# Problem details
Collect every line of the records below that contains the word "roads".

# Material for this exercise
»»
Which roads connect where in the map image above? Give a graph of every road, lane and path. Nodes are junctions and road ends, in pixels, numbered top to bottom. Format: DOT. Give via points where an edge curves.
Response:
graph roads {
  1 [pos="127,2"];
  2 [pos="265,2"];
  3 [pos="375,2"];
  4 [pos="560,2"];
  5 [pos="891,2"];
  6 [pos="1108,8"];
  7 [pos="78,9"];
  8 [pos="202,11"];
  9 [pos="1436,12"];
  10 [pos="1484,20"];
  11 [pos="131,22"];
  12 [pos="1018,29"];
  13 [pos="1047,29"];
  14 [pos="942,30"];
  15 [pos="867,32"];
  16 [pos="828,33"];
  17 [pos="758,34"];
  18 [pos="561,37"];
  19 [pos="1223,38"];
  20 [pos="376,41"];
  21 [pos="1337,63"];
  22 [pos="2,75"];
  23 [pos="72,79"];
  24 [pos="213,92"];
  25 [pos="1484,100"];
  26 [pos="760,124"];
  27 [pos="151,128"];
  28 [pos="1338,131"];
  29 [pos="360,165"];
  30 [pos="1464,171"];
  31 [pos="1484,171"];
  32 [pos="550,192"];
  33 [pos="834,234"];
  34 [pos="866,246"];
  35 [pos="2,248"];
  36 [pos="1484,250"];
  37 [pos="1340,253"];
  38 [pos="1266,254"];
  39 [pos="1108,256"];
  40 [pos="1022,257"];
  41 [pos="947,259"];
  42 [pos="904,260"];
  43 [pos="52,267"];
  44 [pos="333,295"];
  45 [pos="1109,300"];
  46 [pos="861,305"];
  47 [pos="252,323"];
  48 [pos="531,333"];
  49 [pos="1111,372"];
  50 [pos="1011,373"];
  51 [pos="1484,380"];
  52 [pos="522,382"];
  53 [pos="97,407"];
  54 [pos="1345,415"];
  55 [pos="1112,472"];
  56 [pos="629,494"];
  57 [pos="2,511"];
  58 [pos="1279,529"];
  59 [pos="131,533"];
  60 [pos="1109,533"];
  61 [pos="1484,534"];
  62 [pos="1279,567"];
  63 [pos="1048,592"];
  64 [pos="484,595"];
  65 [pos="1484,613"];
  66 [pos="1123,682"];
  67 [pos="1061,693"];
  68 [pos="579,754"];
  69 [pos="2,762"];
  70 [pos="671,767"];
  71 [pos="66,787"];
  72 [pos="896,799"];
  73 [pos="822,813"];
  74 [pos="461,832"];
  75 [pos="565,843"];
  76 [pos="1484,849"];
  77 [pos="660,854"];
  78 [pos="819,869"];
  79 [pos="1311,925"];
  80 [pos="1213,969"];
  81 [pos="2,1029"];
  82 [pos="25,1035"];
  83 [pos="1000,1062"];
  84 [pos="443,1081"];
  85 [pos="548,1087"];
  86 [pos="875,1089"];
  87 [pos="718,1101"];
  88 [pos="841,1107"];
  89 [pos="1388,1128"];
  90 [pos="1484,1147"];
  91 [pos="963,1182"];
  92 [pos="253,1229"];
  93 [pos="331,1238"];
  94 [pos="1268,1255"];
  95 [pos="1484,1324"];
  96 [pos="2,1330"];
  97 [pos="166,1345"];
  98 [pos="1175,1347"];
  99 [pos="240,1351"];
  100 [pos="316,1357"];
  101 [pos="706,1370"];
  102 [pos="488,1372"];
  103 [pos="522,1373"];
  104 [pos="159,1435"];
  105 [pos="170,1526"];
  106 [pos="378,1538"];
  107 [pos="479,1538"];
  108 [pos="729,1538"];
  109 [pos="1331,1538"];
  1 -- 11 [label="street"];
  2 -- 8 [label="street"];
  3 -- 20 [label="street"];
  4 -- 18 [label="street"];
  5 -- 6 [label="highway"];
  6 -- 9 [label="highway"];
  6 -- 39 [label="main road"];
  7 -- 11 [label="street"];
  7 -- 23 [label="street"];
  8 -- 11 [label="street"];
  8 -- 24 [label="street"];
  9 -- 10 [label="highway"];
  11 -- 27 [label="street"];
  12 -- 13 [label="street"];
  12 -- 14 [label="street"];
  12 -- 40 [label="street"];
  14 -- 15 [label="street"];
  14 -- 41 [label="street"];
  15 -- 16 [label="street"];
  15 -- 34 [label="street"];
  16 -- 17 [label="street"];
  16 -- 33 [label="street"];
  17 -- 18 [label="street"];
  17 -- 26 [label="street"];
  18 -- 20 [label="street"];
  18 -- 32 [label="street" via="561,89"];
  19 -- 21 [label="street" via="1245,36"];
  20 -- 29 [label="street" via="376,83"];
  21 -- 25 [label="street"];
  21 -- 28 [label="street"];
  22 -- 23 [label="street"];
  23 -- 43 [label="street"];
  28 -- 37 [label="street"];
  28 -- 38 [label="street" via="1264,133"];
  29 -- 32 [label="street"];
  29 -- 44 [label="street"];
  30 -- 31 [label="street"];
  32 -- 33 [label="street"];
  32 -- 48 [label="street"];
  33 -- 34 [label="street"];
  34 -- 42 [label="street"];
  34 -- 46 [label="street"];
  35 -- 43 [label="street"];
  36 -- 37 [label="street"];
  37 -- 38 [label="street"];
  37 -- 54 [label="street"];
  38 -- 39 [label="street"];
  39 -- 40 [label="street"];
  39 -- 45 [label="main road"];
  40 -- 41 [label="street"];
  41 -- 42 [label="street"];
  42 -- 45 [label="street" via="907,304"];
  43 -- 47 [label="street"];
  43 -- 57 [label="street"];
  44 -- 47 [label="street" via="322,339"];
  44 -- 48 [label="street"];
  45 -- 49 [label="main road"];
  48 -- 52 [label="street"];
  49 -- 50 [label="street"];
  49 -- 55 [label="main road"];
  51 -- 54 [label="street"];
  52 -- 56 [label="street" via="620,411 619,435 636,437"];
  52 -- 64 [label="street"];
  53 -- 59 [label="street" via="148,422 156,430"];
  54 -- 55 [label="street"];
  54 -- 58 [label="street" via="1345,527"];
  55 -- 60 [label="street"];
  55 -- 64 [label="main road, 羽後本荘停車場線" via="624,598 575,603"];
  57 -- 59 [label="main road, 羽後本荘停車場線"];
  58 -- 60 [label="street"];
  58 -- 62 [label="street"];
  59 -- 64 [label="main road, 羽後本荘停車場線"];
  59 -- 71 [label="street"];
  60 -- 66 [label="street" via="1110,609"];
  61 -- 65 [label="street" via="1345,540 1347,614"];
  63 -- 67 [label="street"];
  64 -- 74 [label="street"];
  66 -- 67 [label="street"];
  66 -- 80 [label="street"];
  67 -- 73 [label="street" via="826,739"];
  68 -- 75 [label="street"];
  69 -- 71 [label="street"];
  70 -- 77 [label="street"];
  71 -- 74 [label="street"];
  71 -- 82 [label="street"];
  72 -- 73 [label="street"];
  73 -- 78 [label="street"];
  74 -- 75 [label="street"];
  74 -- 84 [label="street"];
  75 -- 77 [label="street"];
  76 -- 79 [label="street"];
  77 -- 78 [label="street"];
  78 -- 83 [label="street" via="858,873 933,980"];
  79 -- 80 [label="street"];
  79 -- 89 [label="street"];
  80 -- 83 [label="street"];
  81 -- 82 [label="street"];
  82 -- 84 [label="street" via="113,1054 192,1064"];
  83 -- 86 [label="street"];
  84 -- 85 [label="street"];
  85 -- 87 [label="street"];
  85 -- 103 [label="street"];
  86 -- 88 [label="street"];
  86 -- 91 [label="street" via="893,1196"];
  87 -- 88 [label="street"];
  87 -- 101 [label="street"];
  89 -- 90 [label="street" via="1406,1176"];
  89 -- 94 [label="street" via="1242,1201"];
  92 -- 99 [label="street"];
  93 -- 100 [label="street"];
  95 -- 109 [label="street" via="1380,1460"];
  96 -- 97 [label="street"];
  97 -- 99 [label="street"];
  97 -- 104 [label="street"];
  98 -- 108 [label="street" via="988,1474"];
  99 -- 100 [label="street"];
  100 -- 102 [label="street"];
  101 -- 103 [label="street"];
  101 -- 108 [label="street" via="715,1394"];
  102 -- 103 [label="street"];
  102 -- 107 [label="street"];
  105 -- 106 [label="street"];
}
««
# Task output
Which roads connect where in the map image above? Give a graph of every road, lane and path. Nodes are junctions and road ends, in pixels, numbered top to bottom. Format: DOT. Give via points where an edge curves.
graph roads {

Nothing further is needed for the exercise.